Recently, the farm started selling to Kroger in Cincinnati, Louisville, Lexington, Columbus, and most of Indiana.
Cincinnati Future spoke with Rebecca Haders, vice president of creative and marketing, who has been with the company since its beginning, about the journey up to now and where it’s going.
How did the company come about?
Hader: Mike and Tisha worked together in the food industry their whole lives. They got to know farming and agriculture through a company they were working for called Sager Creek Vegetable Company. Along the way, they got to know a lot of farmers. They learned what a tough spot [farmers] were in, because their livelihoods depended on weather and pests and things out of their control. Then they looked at constructing greenhouses but realized that in doing so, they would still be reacting to the environment.
Launching the company involved figuring out a lot of things. We learned that seeds that grow outside don’t necessarily do well in a vertical farm. We had to find out which seeds are the best, what our customers wanted and what our price point would be. We knew we weren’t going to make money at first, but we just kept on going. We built the next farm, and then we introduced automation and robotics.
What makes 80 Acres Farms different?
Hader: We use zero pesticides. Our product is grown indoors and free from pests, eliminating the need for even any natural pesticides. With our hydroponics, all of the water and nutrients are coming up from the roots, meaning that nothing touches the leaves until people eat it.
Tell us about working with Kroger.
Hader: We’d entertained with them a long time. When we started, we were selling to independent retailers primarily, such as Whole Foods, Mustard Seed Markets and Dorothy Lane Market. With the number of the farms we had at the time, we didn’t really have the output to support very many Kroger stores. We’ve built eight farms in the past five years. This newest farm is one that could actually support the volume at Kroger. We started with one, then it went to 10, then 30 and then 300 farms.
We have a 70,000-square-foot barn that can grow 10 million servings a year. Since it’s inside, we can plant and replant about 12 to 13 times a year.

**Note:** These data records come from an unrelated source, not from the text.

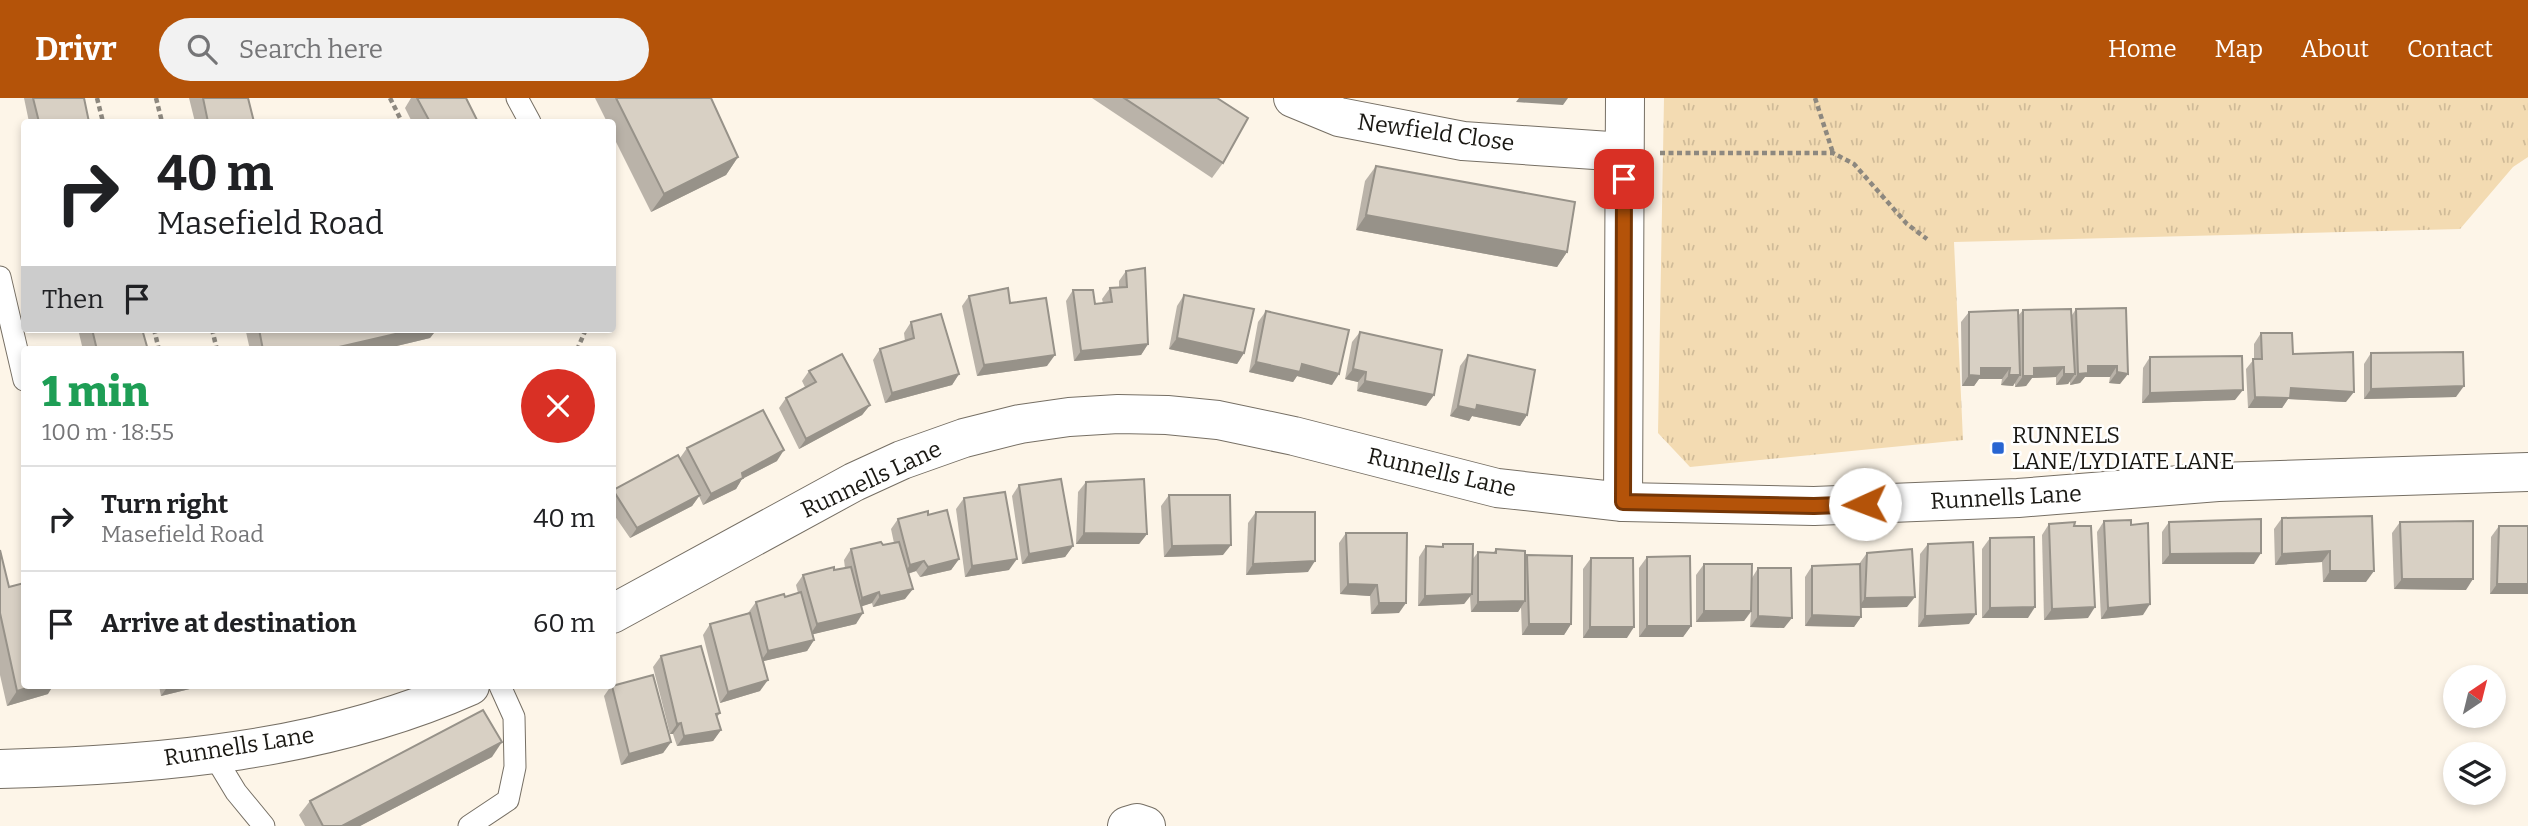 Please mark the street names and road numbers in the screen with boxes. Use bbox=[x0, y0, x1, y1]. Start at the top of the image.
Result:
street label: Newfield Close bbox=[1356, 107, 1516, 157]
street label: Runnells Lane bbox=[796, 434, 946, 524]
street label: Runnells Lane bbox=[1365, 441, 1519, 503]
street label: Runnells Lane bbox=[1930, 479, 2082, 515]
street label: Runnells Lane bbox=[162, 720, 316, 772] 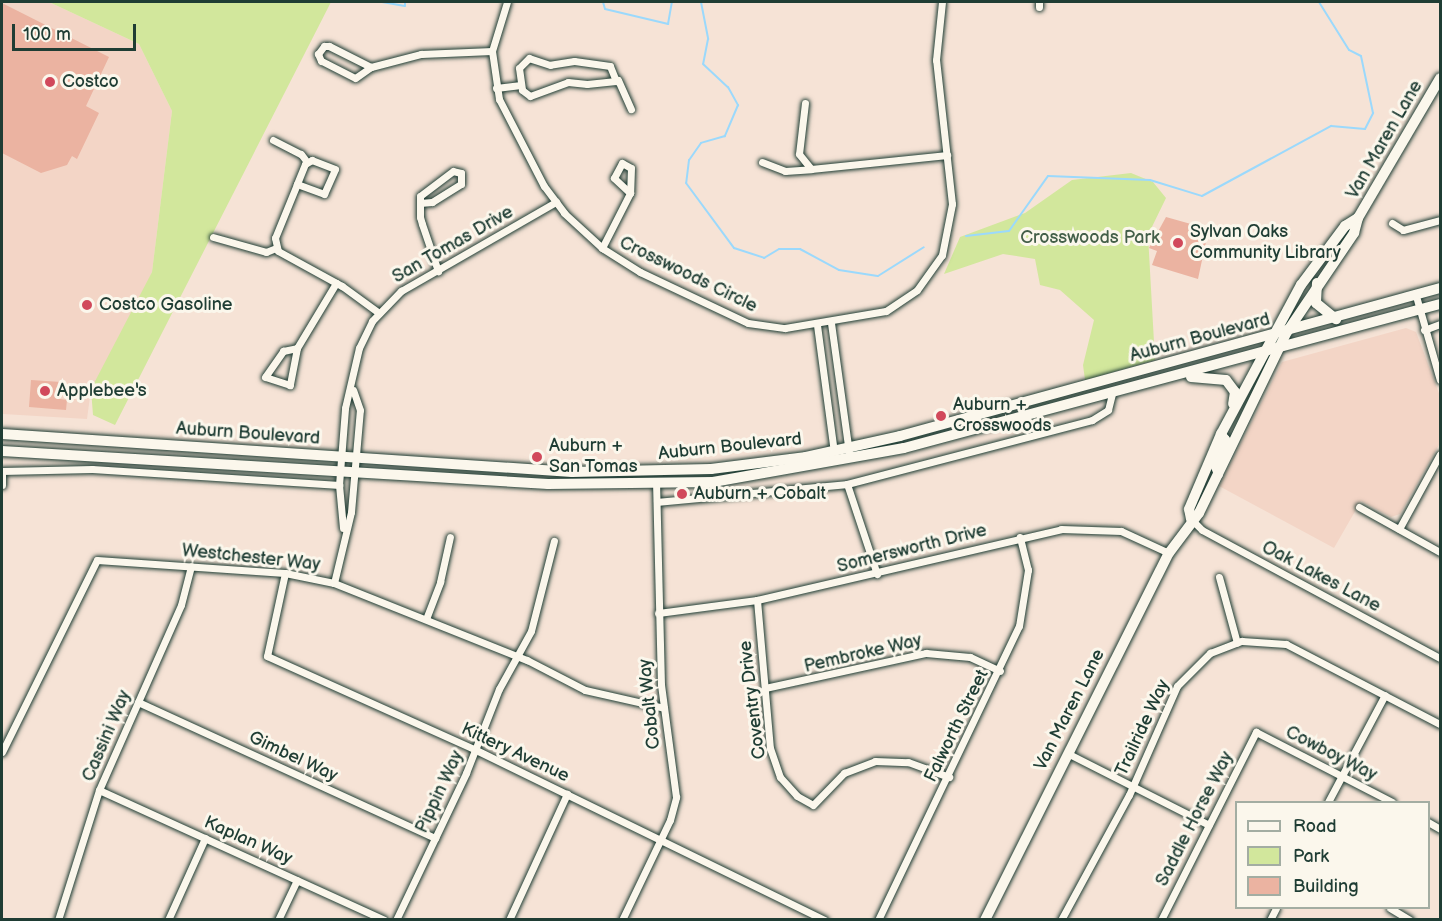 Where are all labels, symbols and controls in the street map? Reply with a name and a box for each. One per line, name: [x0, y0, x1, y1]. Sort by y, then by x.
scale bar: [15, 12, 140, 50]
text: 100 m: [23, 24, 71, 45]
place label: Costco: [62, 71, 119, 93]
marker: Costco: [43, 75, 57, 89]
street label: Van Maren Lane: [1342, 77, 1428, 203]
street label: San Tomas Drive: [389, 202, 517, 288]
place label: Sylvan Oaks Community Library: [1190, 222, 1342, 264]
park label: Crosswoods Park: [1020, 227, 1160, 249]
street label: Crosswoods Circle: [616, 232, 760, 318]
marker: Sylvan Oaks Community Library: [1171, 236, 1185, 250]
place label: Costco Gasoline: [99, 294, 232, 316]
marker: Costco Gasoline: [80, 298, 94, 312]
street label: Auburn Boulevard: [1128, 309, 1272, 367]
place label: Applebee's: [57, 380, 147, 402]
marker: Applebee's: [38, 384, 52, 398]
place label: Auburn + Crosswoods: [953, 395, 1052, 438]
marker: Auburn + Crosswoods: [934, 409, 948, 423]
street label: Auburn Boulevard: [175, 418, 321, 450]
street label: Auburn Boulevard: [657, 429, 803, 465]
place label: Auburn + San Tomas: [549, 436, 638, 478]
marker: Auburn + San Tomas: [530, 450, 544, 464]
place label: Auburn + Cobalt: [694, 483, 826, 505]
marker: Auburn + Cobalt: [675, 487, 689, 501]
street label: Somersworth Drive: [835, 520, 989, 578]
street label: Oak Lakes Lane: [1258, 537, 1384, 617]
street label: Westchester Way: [180, 540, 322, 576]
street label: Pembroke Way: [802, 630, 924, 678]
street label: Coventry Drive: [735, 639, 771, 761]
street label: Van Maren Lane: [1030, 646, 1110, 774]
street label: Cobalt Way: [634, 657, 666, 751]
street label: Falworth Street: [920, 666, 994, 786]
street label: Trailride Way: [1111, 676, 1175, 780]
street label: Cassini Way: [78, 687, 136, 785]
street label: Kittery Avenue: [457, 718, 573, 788]
street label: Cowboy Way: [1281, 721, 1381, 787]
street label: Gimbel Way: [245, 727, 341, 787]
street label: Pippin Way: [411, 747, 469, 837]
street label: Saddle Horse Way: [1152, 748, 1238, 890]
legend: [1235, 801, 1430, 909]
street label: Kaplan Way: [200, 812, 296, 870]
text: Road: [1293, 816, 1337, 837]
text: Park: [1293, 846, 1329, 867]
text: Building: [1293, 876, 1359, 897]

What kind of automation do you use?
Hader: At first we were placing seeds by hand. Now we do it with automation. When the baby plants come out, we move them farther apart so they have room to grow. That’s also done with automation. We have sensors and cameras that monitor every stage of growth — from the water, the nutrients, the lighting, the temperature and the humidity. We have a team of data scientists that take all of the information and figure out if there’s a problem or a way to make things more efficient. We’re doing additional monitoring on plant health, adding more data points to understand root size and development.
How are consumers and retailers responding?
Hader: We don’t have the usual supply chain disruptions. Our product is much fresher and lasts a lot longer because it gets to the customer much quicker. So you can put these farms pretty much anywhere in the world. If you’re on an island or in Antarctica, then you can build these and still have the same execution. The product still comes out as if it were 78 degrees and sunny.
What are some of the advantages of being located in Cincinnati?
Hader: If you think about it, 71% of our lettuce is grown in California. That is 2,000 miles away, whereas 80 Acres Farms is just a couple of hours from our farthest destination.
The other thing is that the Midwest has a lot of talent. It’s also a great place to bring people from other places. We choose to be here. It takes different types of people to run this farm. We have a lot of data scientists and traditional farmers (who have changed careers). You can’t get that just anywhere. This is a new industry, so people don’t necessary go to school to learn it. So it takes people who can think outside the box and can push the limits on what could be. One of our company mottos is that our business takes people who are willing to fail fast with tremendous insights.